The Nightmare Plot: United States of America, 4/5/20 data

As with any extrapolation from time-series data without reference to underlying theory or events, the model isn’t making perfect projections. With parameters evolved to data from the day before yesterday (4/4) when there were 308,850 U.S. reported cases, the model projected 346,464 cases yesterday. Thankfully, it was pessimistic by 33%; there are “only” 337,072 total (cumulative) cases being reported in last evening’s Johns Hopkins data.

Wait a minute, you might be thinking, the difference between 346,464 and 337,072 seems like a lot less than 33%. True. It’s only 2.8%. But that would give the model too much credit, because it was extrapolating from a fixed, known number that was 91.6% of yesterday’s actual number of cases. The model only gets credit (or blame) for its projected increase from that point, which it said would be 37,614 but actually was 28,222.

This error is a welcome departure from the previous few days when the model had been making dire next-day projections that were uncomfortably close to what actually happened. With data from a day earlier (4/3) when there were 275,586 cases, the model projected there would be 311,138 the day before yesterday (4/4). That represented an error (again, considering only the increase) of 6.9% (also on the pessimistic side). With the data available on 4/2, the model projected that the 243,453 cases that day would become 275,799 on 4/3, an error of just 0.66% in the expected increase.6 That one felt a little spooky.

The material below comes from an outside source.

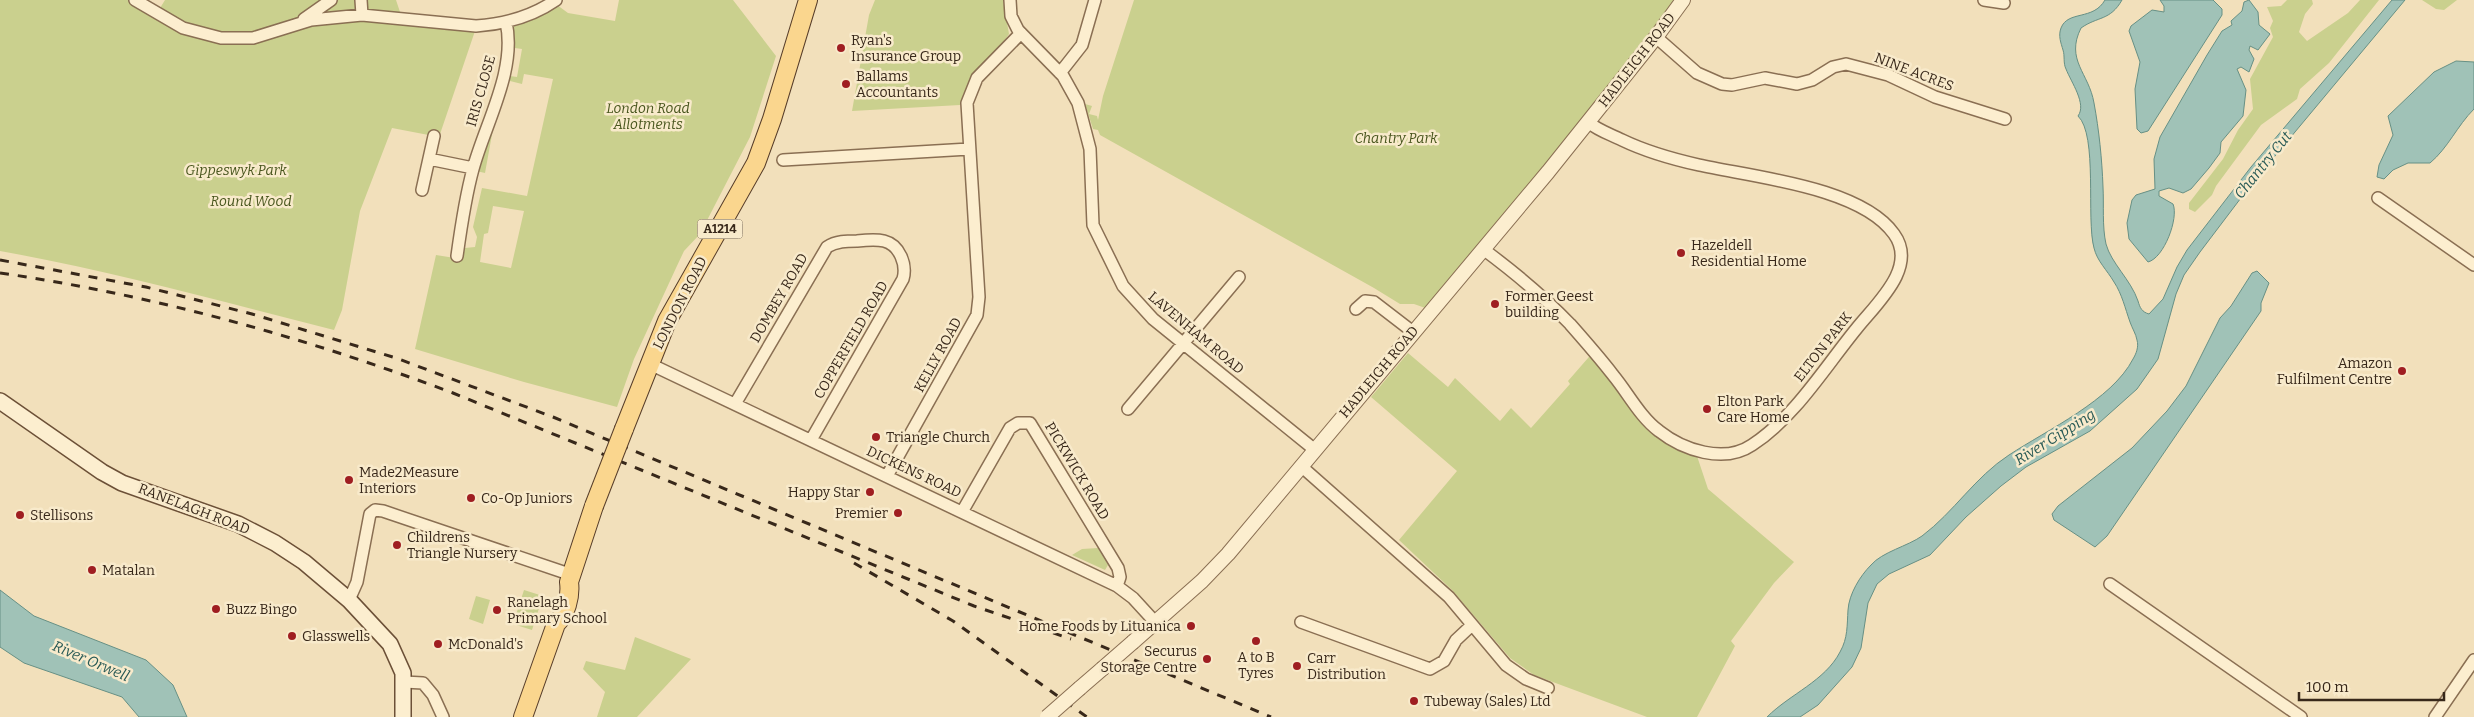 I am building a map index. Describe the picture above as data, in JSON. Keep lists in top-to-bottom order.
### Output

When you are modeling numbers that represent hundreds of thousands of your fellow citizens getting very sick, you want reality to come in below your projections. I have been hoping for some evidence that the curve is bending downward, and finally it is here. Not by much; that Nightmare Plot still goes to well over a million cases before the month is over.

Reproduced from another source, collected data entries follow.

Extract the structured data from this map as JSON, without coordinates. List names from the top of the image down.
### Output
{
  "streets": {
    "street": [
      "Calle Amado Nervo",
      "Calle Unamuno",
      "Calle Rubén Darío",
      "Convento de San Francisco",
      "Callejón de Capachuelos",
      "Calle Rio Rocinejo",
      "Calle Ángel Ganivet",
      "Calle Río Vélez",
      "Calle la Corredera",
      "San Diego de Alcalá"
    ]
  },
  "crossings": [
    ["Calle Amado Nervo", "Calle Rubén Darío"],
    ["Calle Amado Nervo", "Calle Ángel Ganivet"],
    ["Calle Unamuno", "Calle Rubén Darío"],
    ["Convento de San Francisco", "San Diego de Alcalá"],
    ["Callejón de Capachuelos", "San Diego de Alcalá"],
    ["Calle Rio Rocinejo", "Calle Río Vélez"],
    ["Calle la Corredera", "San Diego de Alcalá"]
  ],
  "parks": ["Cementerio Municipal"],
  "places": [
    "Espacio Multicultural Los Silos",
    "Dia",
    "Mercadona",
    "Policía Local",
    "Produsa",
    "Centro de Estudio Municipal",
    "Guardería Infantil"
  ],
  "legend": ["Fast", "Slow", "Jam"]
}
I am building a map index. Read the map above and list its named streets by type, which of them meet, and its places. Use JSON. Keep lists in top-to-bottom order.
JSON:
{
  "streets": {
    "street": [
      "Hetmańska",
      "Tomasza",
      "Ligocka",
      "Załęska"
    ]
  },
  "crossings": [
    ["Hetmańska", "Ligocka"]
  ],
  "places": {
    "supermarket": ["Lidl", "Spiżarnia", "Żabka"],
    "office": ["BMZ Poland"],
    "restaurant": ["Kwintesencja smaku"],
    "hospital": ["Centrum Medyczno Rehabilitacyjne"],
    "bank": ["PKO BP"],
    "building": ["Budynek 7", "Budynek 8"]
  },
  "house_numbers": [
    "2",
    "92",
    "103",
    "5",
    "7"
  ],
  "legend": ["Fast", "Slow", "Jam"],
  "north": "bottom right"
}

But I’ll take it. I’m in a much better mood than when I was freaking out over the numbers being so close to my projections for a couple days in a row. The model has been just a bit pessimistic and required some updates to its parameters to better track reduced growth, and that might continue to happen as the days progress and people finally take this thing seriously. Down, curve, down!

———

And with that good mood, I will allow myself some pride in how closely my modification to the logistic growth model is tracking to many more data points than one might expect from its six parameters. Look at that top subplot: There is no more than 8% error between what the model is fitting to the data and what the data actually has been for the past twelve days, going back to 3/24. In that span of time, the numbers being modeled have increased by a factor of six. The 4/4 data fitted the model to within a 5% error going just as many days into the past (back to 3/23). It was pretty much the same with data from the day before, with a comparably low level of errors going back to 3/22.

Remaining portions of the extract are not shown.